The result of a diagnostic test is in general not binary (positive/negative) but a quantitative parameter (such as a biomarker). If an appropriate threshold for the quantitative parameter has not yet been defined, the receiver operating characteristic (ROC) curve and in particular the area under this curve, are appropriate for evaluating the overall accuracy of the diagnostic test
[1]. The ROC curve is a plot of sensitivity (true positive rate) and one minus specificity (true negative rate) for each possible threshold value of the biomarker of interest. In the case of complete separation of cases and controls, the area under the ROC curve (AUC) is equal to one. For a diagnostic test, which is no better than chance, the AUC is 0.5. In early phase diagnostic studies, amongst others, the aim is in general to get a first impression of the overall diagnostic accuracy.

Early phase diagnostic studies often exhibit three characteristics:

- 1.
The sample sizes are small. For example, in the systematic review by Cochrane and Ebmeier of diffusion tensor imaging (DTI) as a candidate biomarker for the diagnosis of Parkinson disease, the median total sample size of the 21 selected studies was 32 (mean = 39) [2]. The largest study in the systematic review by Wang et al. of cardiac testing for coronary artery disease in potential kidney transplant recipients included 219 patients [3].

- 2.
A case-control study design with comparable sizes in the two groups is chosen [1, 4] (i.e. case-control ratio ≈1:1).
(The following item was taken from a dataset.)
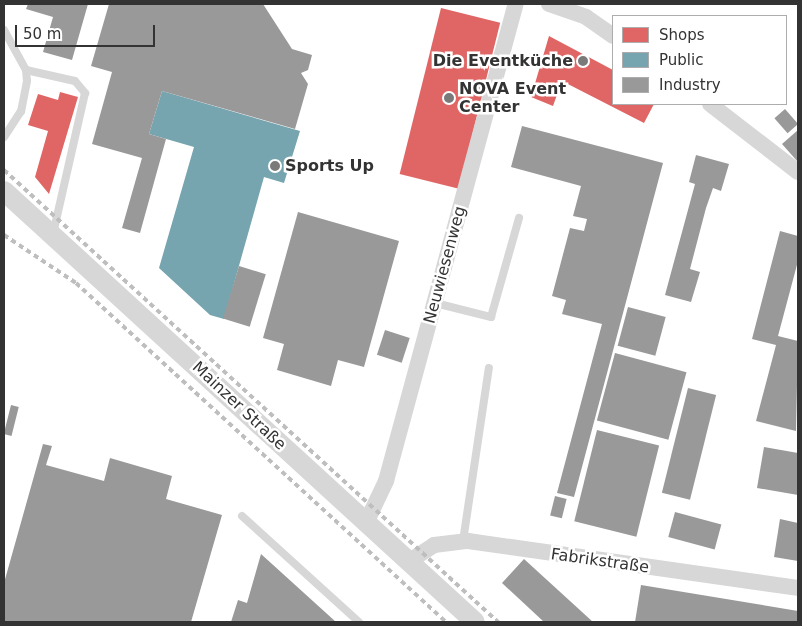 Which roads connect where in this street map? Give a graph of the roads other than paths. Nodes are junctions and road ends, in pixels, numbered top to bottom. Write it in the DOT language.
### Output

Controls are generally healthy volunteers, patients with benign disease, or patients with a disease within the scope of the differential diagnosis (see for example [5–7]).

- 3.
Diagnostic tests or biomarkers yield large values for the AUC. For example in the systematic review by Wang et al. the AUC’s of the different diagnostic tests were between 0.78 and 0.91 [3].

Many different confidence intervals have been proposed for the AUC. Bamber suggested in 1975 a variance estimator and corresponding confidence interval for the AUC, which was the starting point for many authors
[8]. Qin and Hotilovac compared in 2008 nine nonparametric intervals
[9]. Their conclusion was that the empirical likelihood-based interval and the Mann-Whitney interval with Logit transformation lead to good coverage accuracy. The Mann-Whitney interval without transformation was not recommended by the authors, however, it is used in the ROC statement of PROC LOGISTIC in SAS. A parametric approach is the AUC under the binormal ROC curve (see for example the book of Pepe
[10]).

But because all confidence intervals for the AUC are relatively complicated to implement, and some of them either do not maintain or do not exploit the type I error probability *α* for small sample sizes or large values for the AUC, we investigated alternatives. Our basic approach was to use simple two-sided confidence intervals for a single proportion, because the AUC can be interpreted as a probability (that a randomly chosen diseased individual has a larger value for the biomarker than a randomly chosen non-diseased individual, see for example
[11], formula (1.3)). The simplest confidence interval is the Wald interval, which tends to yield anti-conservative results
[12]. As an alternative we propose a conservative version with a modified variance estimator, based on Bamber
[8]. Newcombe compared seven confidence intervals for a single proportion and recommended the Wilson interval ("Of the methods that perform well, only the score method is calculator friendly.")
[13]. Wilson’s score interval is still suggested, particularly for proportions close to 0 or 1 (see for example the article of He et al.
[14]). Agresti and Coull recommended a modified Wald interval, which has similar behaviour to the Wilson interval for a two-sided type I error of 5%, but a simpler formula
[15]. The Clopper-Pearson interval is another alternative. It is an exact interval but tends to yield conservative results.

In this article we compare the modified, conservative Wald confidence interval (with and without continuity correction) with the Mann-Whitney interval with Logit transformation interval as main reference. Furthermore Bamber’s interval, the Mann-Whitney interval without transformation, and the binormal AUC are included. For the family of intervals for a single proportion Wilson’s score interval (with and without continuity correction), the Agresti-Coull interval, and the Clopper-Pearson interval are added. In line with the recommendations of Burton et al.
[16] we compare the intervals in terms of coverage probability, interval length, and statistical power. The aim of this article is to determine if one of the intervals is an appropriate alternative to the Mann-Whitny interval with Logit transformation; and if so, in which situations it performs well. In the next section we describe the statistical model and the different confidence intervals. Then the results of the simulation study and of an example are presented. Finally, the results are summarised and discussed, and recommendations are given.